WHAT THE EXERCISE ASKS: Determine how many lines below contain the word "Semarang", then state only that figure.

MATERIAL FOR THIS TASK:
• • • • • • •

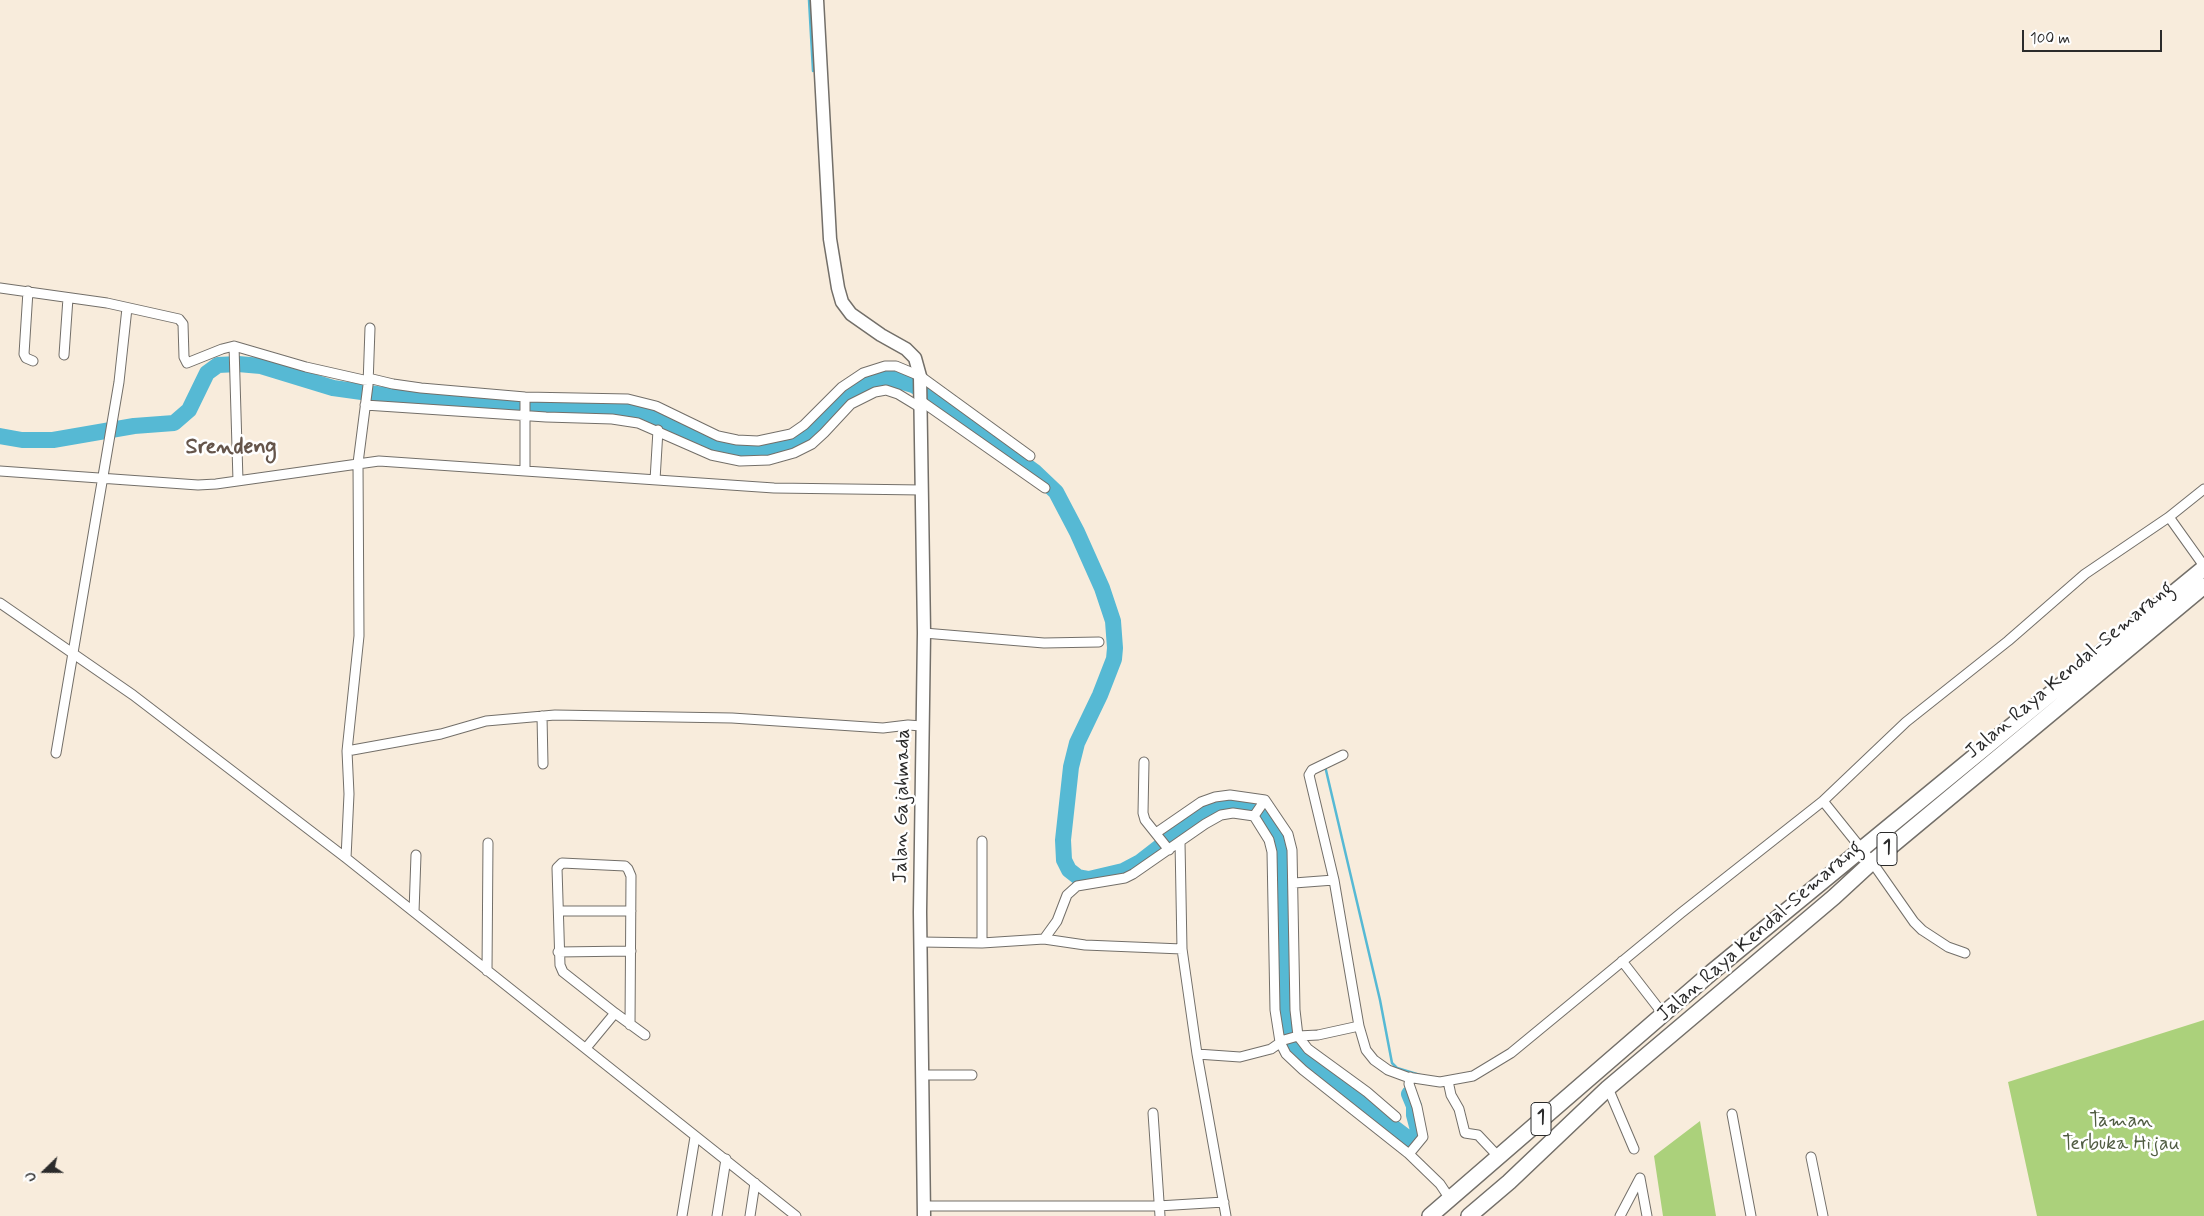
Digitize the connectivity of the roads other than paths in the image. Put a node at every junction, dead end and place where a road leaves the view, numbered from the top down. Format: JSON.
{"nodes":[{"id":1,"x":817,"y":0,"type":"edge"},
{"id":2,"x":0,"y":288,"type":"edge"},
{"id":3,"x":28,"y":292,"type":"junction"},
{"id":4,"x":68,"y":298,"type":"junction"},
{"id":5,"x":127,"y":308,"type":"junction"},
{"id":6,"x":370,"y":328,"type":"dead end"},
{"id":7,"x":234,"y":349,"type":"junction"},
{"id":8,"x":64,"y":355,"type":"dead end"},
{"id":9,"x":33,"y":361,"type":"dead end"},
{"id":10,"x":914,"y":374,"type":"junction"},
{"id":11,"x":368,"y":381,"type":"junction"},
{"id":12,"x":525,"y":398,"type":"junction"},
{"id":13,"x":365,"y":402,"type":"junction"},
{"id":14,"x":921,"y":402,"type":"junction"},
{"id":15,"x":524,"y":414,"type":"junction"},
{"id":16,"x":658,"y":430,"type":"junction"},
{"id":17,"x":1030,"y":456,"type":"dead end"},
{"id":18,"x":358,"y":463,"type":"junction"},
{"id":19,"x":525,"y":470,"type":"junction"},
{"id":20,"x":0,"y":471,"type":"edge"},
{"id":21,"x":102,"y":478,"type":"junction"},
{"id":22,"x":655,"y":480,"type":"junction"},
{"id":23,"x":238,"y":481,"type":"junction"},
{"id":24,"x":1045,"y":488,"type":"dead end"},
{"id":25,"x":2204,"y":489,"type":"edge"},
{"id":26,"x":914,"y":490,"type":"junction"},
{"id":27,"x":2169,"y":517,"type":"junction"},
{"id":28,"x":2204,"y":567,"type":"edge"},
{"id":29,"x":2204,"y":586,"type":"edge"},
{"id":30,"x":0,"y":603,"type":"edge"},
{"id":31,"x":924,"y":634,"type":"junction"},
{"id":32,"x":1099,"y":642,"type":"dead end"},
{"id":33,"x":74,"y":655,"type":"junction"},
{"id":34,"x":2069,"y":689,"type":"junction"},
{"id":35,"x":542,"y":716,"type":"junction"},
{"id":36,"x":915,"y":725,"type":"junction"},
{"id":37,"x":347,"y":751,"type":"junction"},
{"id":38,"x":56,"y":753,"type":"dead end"},
{"id":39,"x":1343,"y":755,"type":"dead end"},
{"id":40,"x":1144,"y":762,"type":"dead end"},
{"id":41,"x":543,"y":764,"type":"dead end"},
{"id":42,"x":1823,"y":801,"type":"junction"},
{"id":43,"x":1264,"y":802,"type":"junction"},
{"id":44,"x":1254,"y":815,"type":"junction"},
{"id":45,"x":1157,"y":835,"type":"junction"},
{"id":46,"x":982,"y":842,"type":"dead end"},
{"id":47,"x":1180,"y":842,"type":"junction"},
{"id":48,"x":488,"y":843,"type":"dead end"},
{"id":49,"x":1168,"y":848,"type":"junction"},
{"id":50,"x":416,"y":855,"type":"dead end"},
{"id":51,"x":1867,"y":856,"type":"junction"},
{"id":52,"x":346,"y":858,"type":"junction"},
{"id":53,"x":1334,"y":880,"type":"junction"},
{"id":54,"x":1294,"y":883,"type":"junction"},
{"id":55,"x":559,"y":911,"type":"junction"},
{"id":56,"x":631,"y":911,"type":"junction"},
{"id":57,"x":414,"y":912,"type":"junction"},
{"id":58,"x":1044,"y":939,"type":"junction"},
{"id":59,"x":927,"y":942,"type":"junction"},
{"id":60,"x":982,"y":943,"type":"junction"},
{"id":61,"x":1182,"y":949,"type":"junction"},
{"id":62,"x":631,"y":951,"type":"junction"},
{"id":63,"x":558,"y":952,"type":"junction"},
{"id":64,"x":1965,"y":953,"type":"dead end"},
{"id":65,"x":1622,"y":961,"type":"junction"},
{"id":66,"x":487,"y":971,"type":"junction"},
{"id":67,"x":614,"y":1013,"type":"junction"},
{"id":68,"x":1663,"y":1014,"type":"junction"},
{"id":69,"x":630,"y":1025,"type":"junction"},
{"id":70,"x":1359,"y":1026,"type":"junction"},
{"id":71,"x":645,"y":1035,"type":"dead end"},
{"id":72,"x":1297,"y":1036,"type":"junction"},
{"id":73,"x":1282,"y":1041,"type":"junction"},
{"id":74,"x":586,"y":1048,"type":"junction"},
{"id":75,"x":1197,"y":1054,"type":"junction"},
{"id":76,"x":923,"y":1075,"type":"junction"},
{"id":77,"x":972,"y":1075,"type":"dead end"},
{"id":78,"x":1406,"y":1076,"type":"junction"},
{"id":79,"x":1448,"y":1081,"type":"junction"},
{"id":80,"x":1608,"y":1088,"type":"junction"},
{"id":81,"x":1153,"y":1113,"type":"dead end"},
{"id":82,"x":1732,"y":1114,"type":"dead end"},
{"id":83,"x":1396,"y":1116,"type":"dead end"},
{"id":84,"x":696,"y":1137,"type":"junction"},
{"id":85,"x":1634,"y":1149,"type":"dead end"},
{"id":86,"x":1411,"y":1152,"type":"junction"},
{"id":87,"x":1811,"y":1157,"type":"dead end"},
{"id":88,"x":726,"y":1159,"type":"junction"},
{"id":89,"x":1489,"y":1159,"type":"junction"},
{"id":90,"x":755,"y":1183,"type":"junction"},
{"id":91,"x":1452,"y":1191,"type":"junction"},
{"id":92,"x":1224,"y":1202,"type":"junction"},
{"id":93,"x":1158,"y":1206,"type":"junction"},
{"id":94,"x":924,"y":1211,"type":"edge"},
{"id":95,"x":1473,"y":1213,"type":"edge"},
{"id":96,"x":682,"y":1216,"type":"edge"},
{"id":97,"x":717,"y":1216,"type":"edge"},
{"id":98,"x":750,"y":1216,"type":"edge"},
{"id":99,"x":796,"y":1216,"type":"edge"},
{"id":100,"x":1160,"y":1216,"type":"edge"},
{"id":101,"x":1226,"y":1216,"type":"edge"},
{"id":102,"x":1424,"y":1216,"type":"edge"},
{"id":103,"x":1430,"y":1216,"type":"edge"},
{"id":104,"x":1620,"y":1216,"type":"edge"},
{"id":105,"x":1647,"y":1216,"type":"edge"},
{"id":106,"x":1751,"y":1216,"type":"edge"},
{"id":107,"x":1823,"y":1216,"type":"edge"}],
"edges":[{"from":1,"to":10,"type":"street","name":"Jalan Gajahmada"},
{"from":2,"to":3,"type":"street"},
{"from":3,"to":4,"type":"street"},
{"from":3,"to":9,"type":"street"},
{"from":4,"to":5,"type":"street"},
{"from":4,"to":8,"type":"street"},
{"from":5,"to":7,"type":"street"},
{"from":5,"to":21,"type":"street"},
{"from":6,"to":11,"type":"street"},
{"from":7,"to":11,"type":"street"},
{"from":7,"to":23,"type":"street"},
{"from":10,"to":12,"type":"street"},
{"from":10,"to":14,"type":"street","name":"Jalan Gajahmada"},
{"from":10,"to":17,"type":"street"},
{"from":11,"to":12,"type":"street"},
{"from":11,"to":13,"type":"street"},
{"from":12,"to":15,"type":"street"},
{"from":13,"to":15,"type":"street"},
{"from":13,"to":18,"type":"street"},
{"from":14,"to":16,"type":"street"},
{"from":14,"to":24,"type":"street"},
{"from":14,"to":26,"type":"street","name":"Jalan Gajahmada"},
{"from":15,"to":16,"type":"street"},
{"from":15,"to":19,"type":"street"},
{"from":16,"to":22,"type":"street"},
{"from":18,"to":19,"type":"street"},
{"from":18,"to":23,"type":"street"},
{"from":18,"to":37,"type":"street"},
{"from":19,"to":22,"type":"street"},
{"from":20,"to":21,"type":"street"},
{"from":21,"to":23,"type":"street"},
{"from":21,"to":33,"type":"street"},
{"from":22,"to":26,"type":"street"},
{"from":25,"to":27,"type":"street"},
{"from":26,"to":31,"type":"street","name":"Jalan Gajahmada"},
{"from":27,"to":28,"type":"street"},
{"from":27,"to":42,"type":"street"},
{"from":28,"to":34,"type":"highway","name":"Jalan Raya Kendal-Semarang","number":"1"},
{"from":29,"to":34,"type":"highway","name":"Jalan Raya Kendal-Semarang","number":"1"},
{"from":30,"to":33,"type":"street"},
{"from":31,"to":32,"type":"street"},
{"from":31,"to":36,"type":"street","name":"Jalan Gajahmada"},
{"from":33,"to":38,"type":"street"},
{"from":33,"to":52,"type":"street"},
{"from":34,"to":51,"type":"highway","name":"Jalan Raya Kendal-Semarang","number":"1"},
{"from":35,"to":36,"type":"street"},
{"from":35,"to":37,"type":"street"},
{"from":35,"to":41,"type":"street"},
{"from":36,"to":59,"type":"street","name":"Jalan Gajahmada"},
{"from":37,"to":52,"type":"street"},
{"from":39,"to":53,"type":"street"},
{"from":40,"to":45,"type":"street"},
{"from":42,"to":51,"type":"street"},
{"from":42,"to":65,"type":"street"},
{"from":43,"to":44,"type":"street"},
{"from":43,"to":45,"type":"street"},
{"from":43,"to":54,"type":"street"},
{"from":44,"to":47,"type":"street"},
{"from":44,"to":73,"type":"street"},
{"from":45,"to":49,"type":"street"},
{"from":46,"to":60,"type":"street"},
{"from":47,"to":49,"type":"street"},
{"from":47,"to":61,"type":"street"},
{"from":48,"to":66,"type":"street"},
{"from":49,"to":58,"type":"street"},
{"from":50,"to":57,"type":"street"},
{"from":51,"to":64,"type":"street"},
{"from":51,"to":68,"type":"highway","name":"Jalan Raya Kendal-Semarang","number":"1"},
{"from":51,"to":80,"type":"highway","name":"Jalan Raya Kendal-Semarang","number":"1"},
{"from":52,"to":57,"type":"street"},
{"from":53,"to":54,"type":"street"},
{"from":53,"to":70,"type":"street"},
{"from":54,"to":72,"type":"street"},
{"from":55,"to":56,"type":"street"},
{"from":55,"to":56,"type":"street"},
{"from":55,"to":63,"type":"street"},
{"from":56,"to":62,"type":"street"},
{"from":57,"to":66,"type":"street"},
{"from":58,"to":60,"type":"street"},
{"from":58,"to":61,"type":"street"},
{"from":59,"to":60,"type":"street"},
{"from":59,"to":76,"type":"street","name":"Jalan Gajahmada"},
{"from":61,"to":75,"type":"street"},
{"from":62,"to":63,"type":"street"},
{"from":62,"to":69,"type":"street"},
{"from":63,"to":67,"type":"street"},
{"from":65,"to":68,"type":"street"},
{"from":65,"to":79,"type":"street"},
{"from":66,"to":74,"type":"street"},
{"from":67,"to":69,"type":"street"},
{"from":67,"to":74,"type":"street"},
{"from":68,"to":89,"type":"highway","name":"Jalan Raya Kendal-Semarang","number":"1"},
{"from":69,"to":71,"type":"street"},
{"from":70,"to":72,"type":"street"},
{"from":70,"to":78,"type":"street"},
{"from":72,"to":73,"type":"street"},
{"from":72,"to":83,"type":"street"},
{"from":73,"to":75,"type":"street"},
{"from":73,"to":86,"type":"street"},
{"from":74,"to":84,"type":"street"},
{"from":75,"to":92,"type":"street"},
{"from":76,"to":77,"type":"street"},
{"from":76,"to":94,"type":"street","name":"Jalan Gajahmada"},
{"from":78,"to":79,"type":"street"},
{"from":78,"to":86,"type":"street"},
{"from":79,"to":89,"type":"street"},
{"from":80,"to":85,"type":"street"},
{"from":80,"to":95,"type":"highway","name":"Jalan Raya Kendal-Semarang","number":"1"},
{"from":81,"to":93,"type":"street"},
{"from":82,"to":106,"type":"street"},
{"from":84,"to":88,"type":"street"},
{"from":84,"to":96,"type":"street"},
{"from":86,"to":91,"type":"street"},
{"from":87,"to":107,"type":"street"},
{"from":88,"to":90,"type":"street"},
{"from":88,"to":97,"type":"street"},
{"from":89,"to":91,"type":"highway","number":"1"},
{"from":90,"to":98,"type":"street"},
{"from":90,"to":99,"type":"street"},
{"from":91,"to":102,"type":"street"},
{"from":91,"to":103,"type":"highway","number":"1"},
{"from":92,"to":93,"type":"street"},
{"from":92,"to":101,"type":"street"},
{"from":93,"to":94,"type":"street"},
{"from":93,"to":100,"type":"street"},
{"from":104,"to":105,"type":"street"}]}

• • • • • • •

RESULT: 7